Yes, and how many ears must one man (sic) have / Before he can hear people cry?
Yes, and how many deaths will it take till he knows / That too many people have died?…
Yes, and how many years can some people exist / Before they're allowed to be free?
Yes, and how many times can a man turn his head / Pretending he just doesn't see?
-- Bob Dylan, "Blowin' in the Wind," The Freewheelin' Bob Dylan, 1963
Just outside Cleveland, Ohio, in the liberal, quasi-integrated suburb where I grew up, overtly bigoted racism was frowned upon -- unless it was directed against Arabs or Muslims.
Both my public school and temple school inculcated racist lies: "You can never trust an Arab;" "Muslim men are brutal;" "Muslim women are passive;" "Violence is the only language Arabs understand." In public school, the Crusades were taught from an entirely Euro-Catholic point of view. In my Jewish Sunday school I remember being taught that "Moors" welcomed thousands of Jews expelled from Spain in 1492. I'm embarrassed to say that I didn't understand that Moors were Muslim until I was in college. My guess is that earlier teachers didn't mention the truth of Muslim solidarity and generosity because it might have undercut the pro-right-wing-Israeli-government line about "inherently evil Muslims" that we were constantly fed.

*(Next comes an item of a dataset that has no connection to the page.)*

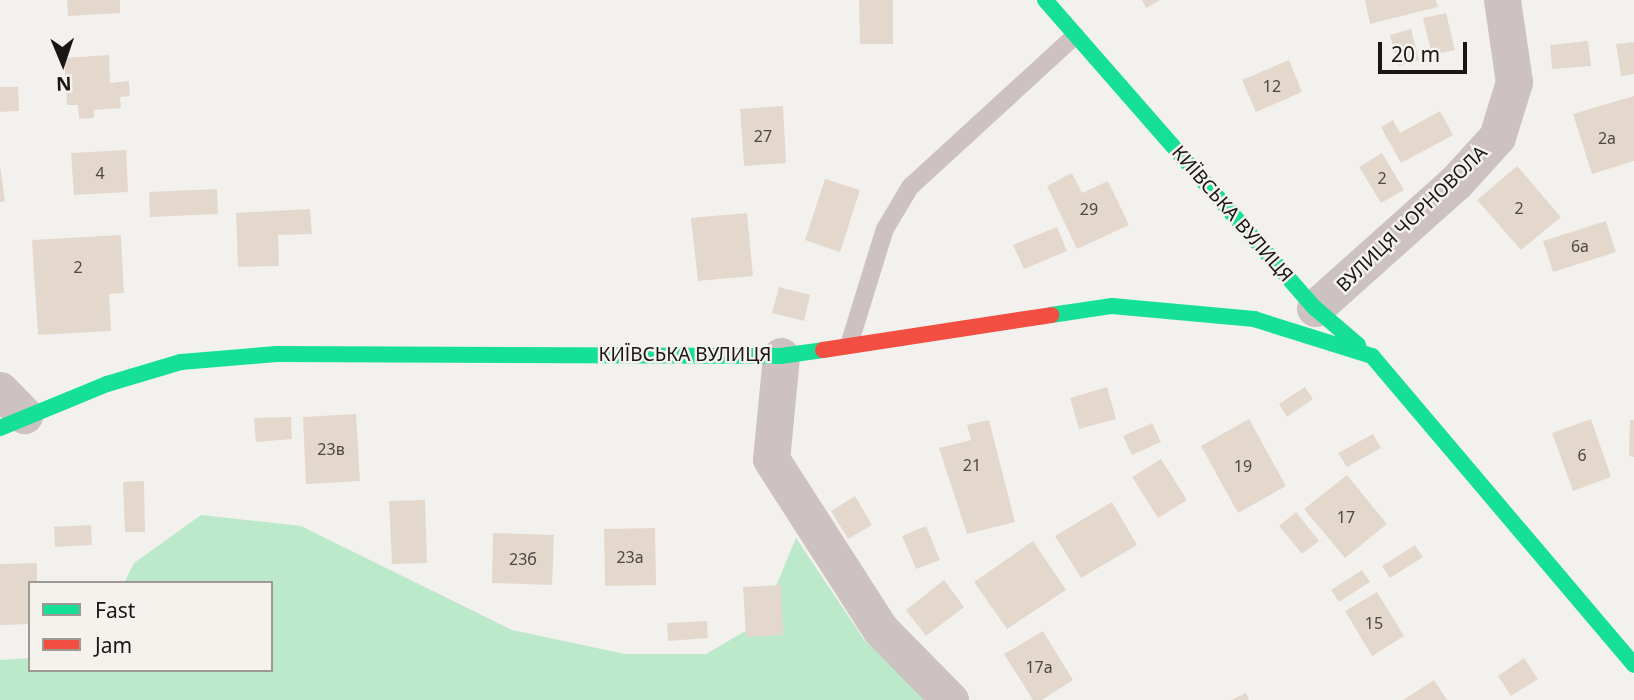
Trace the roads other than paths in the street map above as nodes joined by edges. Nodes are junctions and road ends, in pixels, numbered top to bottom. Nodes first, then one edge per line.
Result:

The media diet I imbibed was no better. Jack Shaheen, a Professor Emeritus of Mass Communication at Southern Illinois University and author of Reel Bad Arabs (2001) surveyed the portrayals of Arabs in over 900 US films over the course of more than a century. He rated fewer than 7% of the portrayals as "positive" or "balanced." In his latest book, Guilty: Hollywood's Verdict on Arabs After 9/11 (2008), Shaheen contends that Hollywood's racism has not abated. Shaheen claims that anti-Arab media portrayals greased the path to war in Iraq and rendered many of us insensitive to Iraqi casualties. I believe another effect is to encourage many non-Arab Americans to approve US torture.
When corporate media sources report on what "Cairo" or "Damascus" is thinking, they are referring only to the views of the dictatorial governments in charge. Like my teachers, most mainstream reporters and "experts" ignore nonviolent Muslim activists who challenge their repressive governments -- and who, by their very existence, shatter racist stereotypes.
Unfortunately, there is also relative silence on the part of many US peace activists about repression against nonviolent Arab and Muslim dissidents. Some people argue that speaking out against repression in certain places is disrespectful of the cultural values of the country in question. Yet slavery has a centuries-long cultural tradition in European and American society (and continues here, primarily in the forms of prostitution, trafficking, prison work-gangs, and exploitation of immigrants, to this day). Shouldn't everyone everywhere denounce it? Amartya Sen argues that it is racist to assume that the repressive characteristics of a culture are its defining ones, and emphasizes that every culture also has traditions honoring freedom and tolerance.
Sometimes, people don't speak up out of a justifiable fear that the US government will use publicity about actions taken against dissidents to amplify propaganda for war. Yet, the government will pump out pro-war propaganda whether we speak out or not.
I believe, in order to be anti-racist, we need to reject analyses that make our solidarity with jailed nonviolent activists conditional based on current global politics. As a corollary, I also believe that to speak up for the human rights of Arabs and Muslims only when the perpetrators are Israeli Jews is anti-Semitic.
Won't we be more morally consistent (and I believe more credible and effective), if we champion the brave actions of nonviolent democracy advocates no matter where they live and which government persecutes them?
The answer, my friend, is blowin' in the wind.
The answer is blowin' in the wind.
-- Sam Diener, Co-Editor
(I'm reposting this editorial, which I originally wrote for the June 2008 issue of Peacework Magazine, which focused on questions of nonviolent intervention, and contained a section of articles on Arab dissidents, because I hope it also speaks to our present moment.)